[Saved data entries]

== == ==

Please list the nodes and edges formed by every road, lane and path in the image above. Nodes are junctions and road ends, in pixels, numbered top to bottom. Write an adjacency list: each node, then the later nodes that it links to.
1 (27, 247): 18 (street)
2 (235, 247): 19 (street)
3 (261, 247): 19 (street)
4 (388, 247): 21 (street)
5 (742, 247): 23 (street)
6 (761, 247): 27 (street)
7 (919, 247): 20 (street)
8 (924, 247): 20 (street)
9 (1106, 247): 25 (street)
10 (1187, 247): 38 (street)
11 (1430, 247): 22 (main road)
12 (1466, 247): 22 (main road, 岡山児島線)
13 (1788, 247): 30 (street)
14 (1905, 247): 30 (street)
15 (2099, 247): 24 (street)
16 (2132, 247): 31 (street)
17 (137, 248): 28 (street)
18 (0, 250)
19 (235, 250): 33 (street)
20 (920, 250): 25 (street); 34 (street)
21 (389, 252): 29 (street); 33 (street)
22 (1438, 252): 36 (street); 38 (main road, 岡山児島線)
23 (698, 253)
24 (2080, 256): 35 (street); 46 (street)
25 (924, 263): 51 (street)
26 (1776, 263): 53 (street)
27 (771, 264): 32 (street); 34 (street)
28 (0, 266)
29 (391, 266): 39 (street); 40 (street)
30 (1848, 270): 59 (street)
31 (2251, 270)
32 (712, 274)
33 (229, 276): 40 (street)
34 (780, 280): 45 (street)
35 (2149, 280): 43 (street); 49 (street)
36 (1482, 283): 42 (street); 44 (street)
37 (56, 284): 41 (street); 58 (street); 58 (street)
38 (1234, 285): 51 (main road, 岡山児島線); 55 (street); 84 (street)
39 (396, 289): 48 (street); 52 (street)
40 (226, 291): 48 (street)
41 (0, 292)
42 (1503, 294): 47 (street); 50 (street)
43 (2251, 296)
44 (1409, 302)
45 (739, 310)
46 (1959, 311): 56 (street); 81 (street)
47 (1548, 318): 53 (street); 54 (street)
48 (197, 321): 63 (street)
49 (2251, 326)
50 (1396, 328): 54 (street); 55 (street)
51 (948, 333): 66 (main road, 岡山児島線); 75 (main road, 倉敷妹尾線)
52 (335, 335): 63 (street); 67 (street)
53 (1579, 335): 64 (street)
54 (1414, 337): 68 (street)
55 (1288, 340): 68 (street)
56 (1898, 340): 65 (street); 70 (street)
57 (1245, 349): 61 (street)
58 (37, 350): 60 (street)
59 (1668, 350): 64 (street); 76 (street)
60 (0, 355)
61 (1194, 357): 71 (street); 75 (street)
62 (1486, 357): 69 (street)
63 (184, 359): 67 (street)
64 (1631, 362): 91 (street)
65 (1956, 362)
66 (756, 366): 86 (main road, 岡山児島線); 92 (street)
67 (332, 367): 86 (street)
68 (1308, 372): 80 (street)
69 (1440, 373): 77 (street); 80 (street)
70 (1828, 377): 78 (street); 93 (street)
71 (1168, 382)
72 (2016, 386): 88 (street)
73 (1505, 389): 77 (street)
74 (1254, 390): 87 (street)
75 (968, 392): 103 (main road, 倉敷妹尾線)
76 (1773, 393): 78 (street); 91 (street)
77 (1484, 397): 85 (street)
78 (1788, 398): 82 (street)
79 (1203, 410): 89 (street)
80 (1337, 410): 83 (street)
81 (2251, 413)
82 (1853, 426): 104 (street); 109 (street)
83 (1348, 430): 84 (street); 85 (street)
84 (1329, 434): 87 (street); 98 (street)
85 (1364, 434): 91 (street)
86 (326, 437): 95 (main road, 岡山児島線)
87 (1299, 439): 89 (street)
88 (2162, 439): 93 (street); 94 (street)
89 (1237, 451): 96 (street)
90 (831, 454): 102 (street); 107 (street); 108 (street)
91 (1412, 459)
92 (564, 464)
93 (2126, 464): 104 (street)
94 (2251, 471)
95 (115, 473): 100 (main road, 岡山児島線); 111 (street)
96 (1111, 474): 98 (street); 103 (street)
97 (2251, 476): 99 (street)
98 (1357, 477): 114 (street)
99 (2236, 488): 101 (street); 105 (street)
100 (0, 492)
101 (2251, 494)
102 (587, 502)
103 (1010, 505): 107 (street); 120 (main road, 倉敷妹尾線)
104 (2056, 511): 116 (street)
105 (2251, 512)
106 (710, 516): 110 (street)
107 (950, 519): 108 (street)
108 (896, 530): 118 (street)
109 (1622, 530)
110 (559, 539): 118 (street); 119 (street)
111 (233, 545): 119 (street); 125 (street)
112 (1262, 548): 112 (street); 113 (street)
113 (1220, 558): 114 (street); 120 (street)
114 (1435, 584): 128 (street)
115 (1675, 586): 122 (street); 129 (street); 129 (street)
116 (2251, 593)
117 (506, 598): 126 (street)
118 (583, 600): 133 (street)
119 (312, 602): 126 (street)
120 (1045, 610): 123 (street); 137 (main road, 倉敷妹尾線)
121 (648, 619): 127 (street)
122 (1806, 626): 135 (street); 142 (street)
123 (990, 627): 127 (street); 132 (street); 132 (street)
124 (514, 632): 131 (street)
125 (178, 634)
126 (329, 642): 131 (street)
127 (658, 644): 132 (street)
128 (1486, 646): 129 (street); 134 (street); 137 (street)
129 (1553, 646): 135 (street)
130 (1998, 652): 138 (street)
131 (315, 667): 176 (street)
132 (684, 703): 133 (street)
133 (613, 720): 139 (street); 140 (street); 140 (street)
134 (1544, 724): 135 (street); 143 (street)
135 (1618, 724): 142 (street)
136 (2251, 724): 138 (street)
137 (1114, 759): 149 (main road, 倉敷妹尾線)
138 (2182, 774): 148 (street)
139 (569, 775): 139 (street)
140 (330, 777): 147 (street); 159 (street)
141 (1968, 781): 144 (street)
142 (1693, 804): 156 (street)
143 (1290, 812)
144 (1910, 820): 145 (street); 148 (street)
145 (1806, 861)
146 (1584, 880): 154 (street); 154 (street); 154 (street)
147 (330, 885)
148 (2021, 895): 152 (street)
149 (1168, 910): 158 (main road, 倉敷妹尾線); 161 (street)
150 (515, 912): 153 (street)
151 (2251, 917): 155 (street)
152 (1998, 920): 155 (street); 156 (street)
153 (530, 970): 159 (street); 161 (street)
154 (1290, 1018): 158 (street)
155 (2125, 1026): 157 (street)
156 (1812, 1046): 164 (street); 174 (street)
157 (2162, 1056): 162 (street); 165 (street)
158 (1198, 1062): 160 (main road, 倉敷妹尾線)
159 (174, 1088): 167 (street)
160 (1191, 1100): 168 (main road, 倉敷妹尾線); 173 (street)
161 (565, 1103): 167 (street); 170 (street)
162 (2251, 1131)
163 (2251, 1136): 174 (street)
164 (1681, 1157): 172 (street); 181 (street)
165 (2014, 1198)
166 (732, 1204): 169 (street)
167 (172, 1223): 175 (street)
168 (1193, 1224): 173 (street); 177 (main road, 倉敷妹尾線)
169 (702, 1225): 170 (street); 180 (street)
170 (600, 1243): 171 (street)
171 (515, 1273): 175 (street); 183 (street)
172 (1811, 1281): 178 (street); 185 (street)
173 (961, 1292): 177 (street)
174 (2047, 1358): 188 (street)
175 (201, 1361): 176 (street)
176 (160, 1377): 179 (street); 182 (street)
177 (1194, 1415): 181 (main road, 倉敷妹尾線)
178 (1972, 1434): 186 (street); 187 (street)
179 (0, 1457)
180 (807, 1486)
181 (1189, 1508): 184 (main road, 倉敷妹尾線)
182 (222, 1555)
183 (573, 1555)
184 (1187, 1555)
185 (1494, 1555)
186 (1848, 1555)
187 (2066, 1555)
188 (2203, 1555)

== == ==

■ **Activity**
For each line above that includes the word "岡山児島線", make a copy of that line.

■ **Expected answer**
12 (1466, 247): 22 (main road, 岡山児島線)
22 (1438, 252): 36 (street); 38 (main road, 岡山児島線)
38 (1234, 285): 51 (main road, 岡山児島線); 55 (street); 84 (street)
51 (948, 333): 66 (main road, 岡山児島線); 75 (main road, 倉敷妹尾線)
66 (756, 366): 86 (main road, 岡山児島線); 92 (street)
86 (326, 437): 95 (main road, 岡山児島線)
95 (115, 473): 100 (main road, 岡山児島線); 111 (street)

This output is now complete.